1. Exam in january and I'm stessing out, finding gas calculations really difficult.

The Q is:
18g of pentane is completely burnt in a car engine to form c02 and water.

What volume of 02 is needed, assuming that one mole occupies 24dm^3?
What volume of air is needed (assume that air contains 20% 02 by volume)
What volume of carbon dioxide is produced?

Thank you so much!

P.S. Please write down step-by-step method and perhaps explaining why a certain step is used

Thanks again, much appreciated
2. First you need to work out the moles of pentane used. Which is 18 / ((12 X 5) + (1 X 12) = 0.25 moles of pentane used.

Now work out a balance equation:

C5H12 + 5O2 >>>>>> 5 CO2 + 5 H2O

So that means for everyone one mole of pentane you need 5 moles of O2 thus:

0.25 * 5 = 1.25 moles of O2 needed.

Next you need to times 24dm^3 by the number of moles of O2 used (1.25) thus: 1.25 * 24 = 30dm^3 of O2 used.

As you know 20% is 30dm^3 you need to do 30dm^3 / 20 * 100 = 150dm^3 of air needed.

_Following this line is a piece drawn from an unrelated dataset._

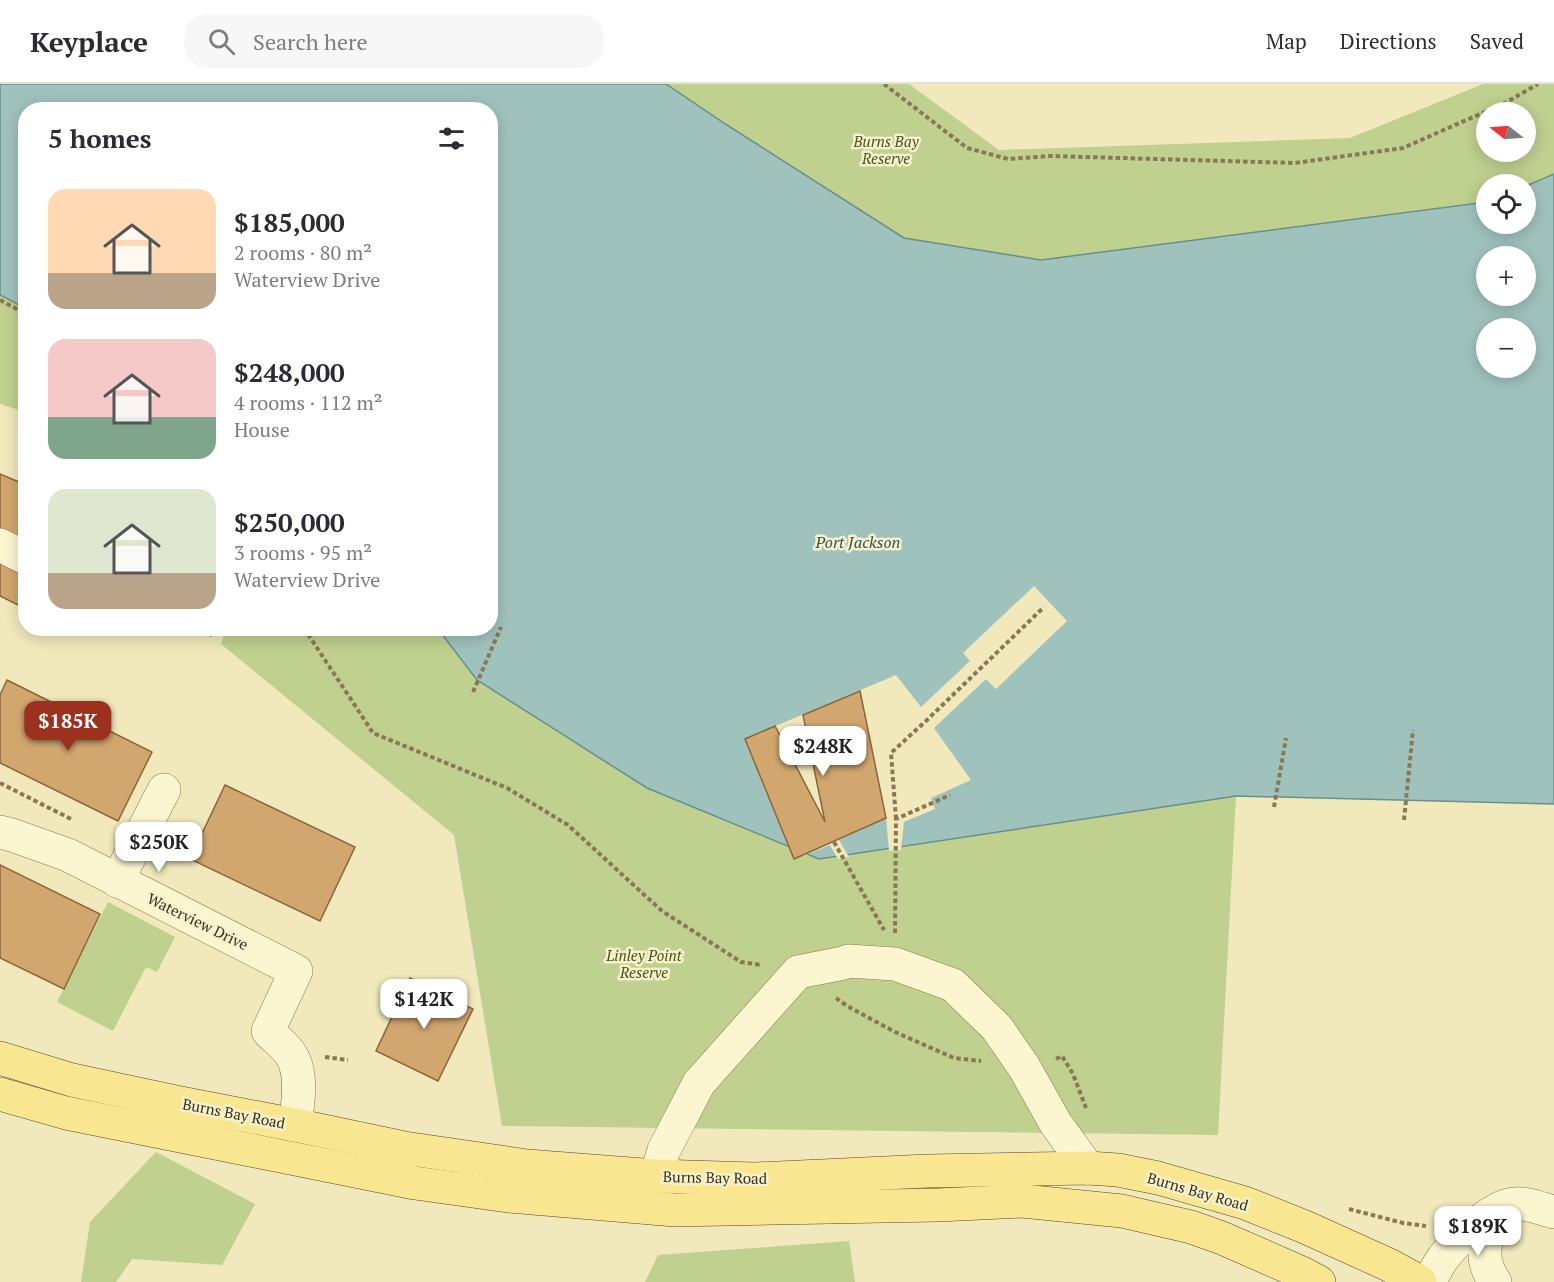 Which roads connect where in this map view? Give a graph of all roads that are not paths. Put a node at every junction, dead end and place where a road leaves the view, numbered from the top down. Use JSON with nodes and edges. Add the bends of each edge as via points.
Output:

Finally the volume of CO2 produced is equal to the volume of O2 produce so 30dm^3

I hope that makes sense, if not please do quote me and ask.
3. (Original post by joshed)
Lots of answers
It's better to help someone work out the answers, than give them the answers.
4. (Original post by gingerbreadman85)
It's better to help someone work out the answers, than give them the answers.
Which is why I gave them a step by step method to doing it, it is their choice if they take my answer or use my workings to understand it.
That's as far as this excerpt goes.